A twelve year old boy whose family was forced out of the country told El Espectador in Cucuta what they had been through over the past few days. The boy, who was born in Venezuela, said that soldiers came to their home and accused his father of being a paramilitary. Then, the boy said:
[The soldiers said] “we’re giving you two minutes to get out or we’ll shoot you” (…) they called me “chino”, they called me a stupid paraco [a term that means “paramilitary”], they asked me “Who is your father? Your father is a paramilitary”, and I told them that my dad was a construction worker. They told me to leave or they’d shoot me.
The boy also told the newspaper that he watched his family home be demolished.
Below, some images of homes with “D”s painted on them, signalling their impending demolition:
Cabello Leaves Door Open for More States of Exception
Speaking during a press conference today, National Assembly President Diosdado Cabello suggested that it would be possible for the state of exception affecting six municipalities in Tachira state to be declared in other regions in the country. Cabello said:
If it becomes necessary to declare a state of exception along all of Venezuela’s borders, we PSUV deputies will raise both our hands in support. If it’s necessary to close borders, wherever it may be necessary, to maintain the peace and security of our people, we will raise both our hands in support. We formally propose [to President Maduro] that this measure of closing borders and declaring states of exception be added to other territories to liberate them for the good of our people.

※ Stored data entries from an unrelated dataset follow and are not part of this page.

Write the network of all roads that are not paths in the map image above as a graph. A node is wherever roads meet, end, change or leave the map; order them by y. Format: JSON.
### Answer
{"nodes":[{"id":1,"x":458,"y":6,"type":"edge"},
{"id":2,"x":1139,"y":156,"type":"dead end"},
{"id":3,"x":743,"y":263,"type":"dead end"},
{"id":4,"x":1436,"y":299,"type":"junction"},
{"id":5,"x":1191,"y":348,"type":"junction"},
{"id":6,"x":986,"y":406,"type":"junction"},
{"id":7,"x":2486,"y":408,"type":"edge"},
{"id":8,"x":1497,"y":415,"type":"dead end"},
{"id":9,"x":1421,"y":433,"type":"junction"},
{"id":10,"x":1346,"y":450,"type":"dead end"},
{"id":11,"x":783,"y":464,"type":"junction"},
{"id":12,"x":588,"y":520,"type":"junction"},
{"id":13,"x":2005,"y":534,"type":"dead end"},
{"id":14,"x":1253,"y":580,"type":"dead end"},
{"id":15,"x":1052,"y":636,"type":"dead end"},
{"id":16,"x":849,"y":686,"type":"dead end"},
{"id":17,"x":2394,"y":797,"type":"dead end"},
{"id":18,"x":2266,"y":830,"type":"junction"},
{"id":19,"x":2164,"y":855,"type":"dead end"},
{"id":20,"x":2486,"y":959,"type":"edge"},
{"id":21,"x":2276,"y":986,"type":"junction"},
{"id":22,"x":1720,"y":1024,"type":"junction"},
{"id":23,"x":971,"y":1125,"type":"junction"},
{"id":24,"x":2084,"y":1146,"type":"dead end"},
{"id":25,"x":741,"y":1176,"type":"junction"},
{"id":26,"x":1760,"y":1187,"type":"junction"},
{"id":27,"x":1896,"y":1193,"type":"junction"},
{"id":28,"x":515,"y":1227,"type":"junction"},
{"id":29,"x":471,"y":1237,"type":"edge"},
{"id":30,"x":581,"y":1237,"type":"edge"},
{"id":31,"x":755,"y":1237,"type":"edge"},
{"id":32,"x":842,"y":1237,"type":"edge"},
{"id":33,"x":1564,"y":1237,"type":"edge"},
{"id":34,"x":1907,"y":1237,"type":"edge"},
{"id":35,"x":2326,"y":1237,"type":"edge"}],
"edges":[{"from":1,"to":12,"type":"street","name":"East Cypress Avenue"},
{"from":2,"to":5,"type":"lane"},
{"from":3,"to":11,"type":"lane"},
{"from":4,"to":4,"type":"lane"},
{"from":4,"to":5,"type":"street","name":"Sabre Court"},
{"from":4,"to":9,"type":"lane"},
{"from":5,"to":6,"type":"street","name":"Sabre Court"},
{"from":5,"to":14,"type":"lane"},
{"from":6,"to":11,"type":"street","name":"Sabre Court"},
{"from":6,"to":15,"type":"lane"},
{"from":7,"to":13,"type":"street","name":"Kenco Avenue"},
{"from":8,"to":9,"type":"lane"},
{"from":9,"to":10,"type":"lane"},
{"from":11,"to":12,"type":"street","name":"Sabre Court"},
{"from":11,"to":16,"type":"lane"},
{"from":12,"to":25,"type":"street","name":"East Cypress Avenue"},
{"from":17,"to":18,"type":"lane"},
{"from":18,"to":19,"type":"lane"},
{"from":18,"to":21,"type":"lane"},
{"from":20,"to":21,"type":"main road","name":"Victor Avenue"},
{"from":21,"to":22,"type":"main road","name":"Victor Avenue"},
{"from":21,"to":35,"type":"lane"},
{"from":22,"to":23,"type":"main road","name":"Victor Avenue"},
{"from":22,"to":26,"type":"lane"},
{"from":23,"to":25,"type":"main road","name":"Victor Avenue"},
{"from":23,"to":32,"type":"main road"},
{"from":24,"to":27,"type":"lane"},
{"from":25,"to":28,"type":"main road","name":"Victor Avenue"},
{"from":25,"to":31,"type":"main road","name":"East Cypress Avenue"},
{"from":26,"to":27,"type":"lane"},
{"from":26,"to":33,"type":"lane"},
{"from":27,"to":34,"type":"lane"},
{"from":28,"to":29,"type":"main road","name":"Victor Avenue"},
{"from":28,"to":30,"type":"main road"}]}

Antonio Ledezma’s Trial Deferred for Fifth Time
Today, a court deferred the start of Antonio Ledezma’s trial for a fifth time, pushing the date back to September 22. Ledezma’s wife, Mitzy, made the announcement through Twitter, and said that her husband was in good spirits knowing that his cause was just.
Antonio Ledezma, the mayor of Caracas, was arrested on February 19 in a raid on his offices in El Rosal, Caracas. He stands accused of conspiracy and conspiring to commit a crime over his alleged attempt to overthrow the government.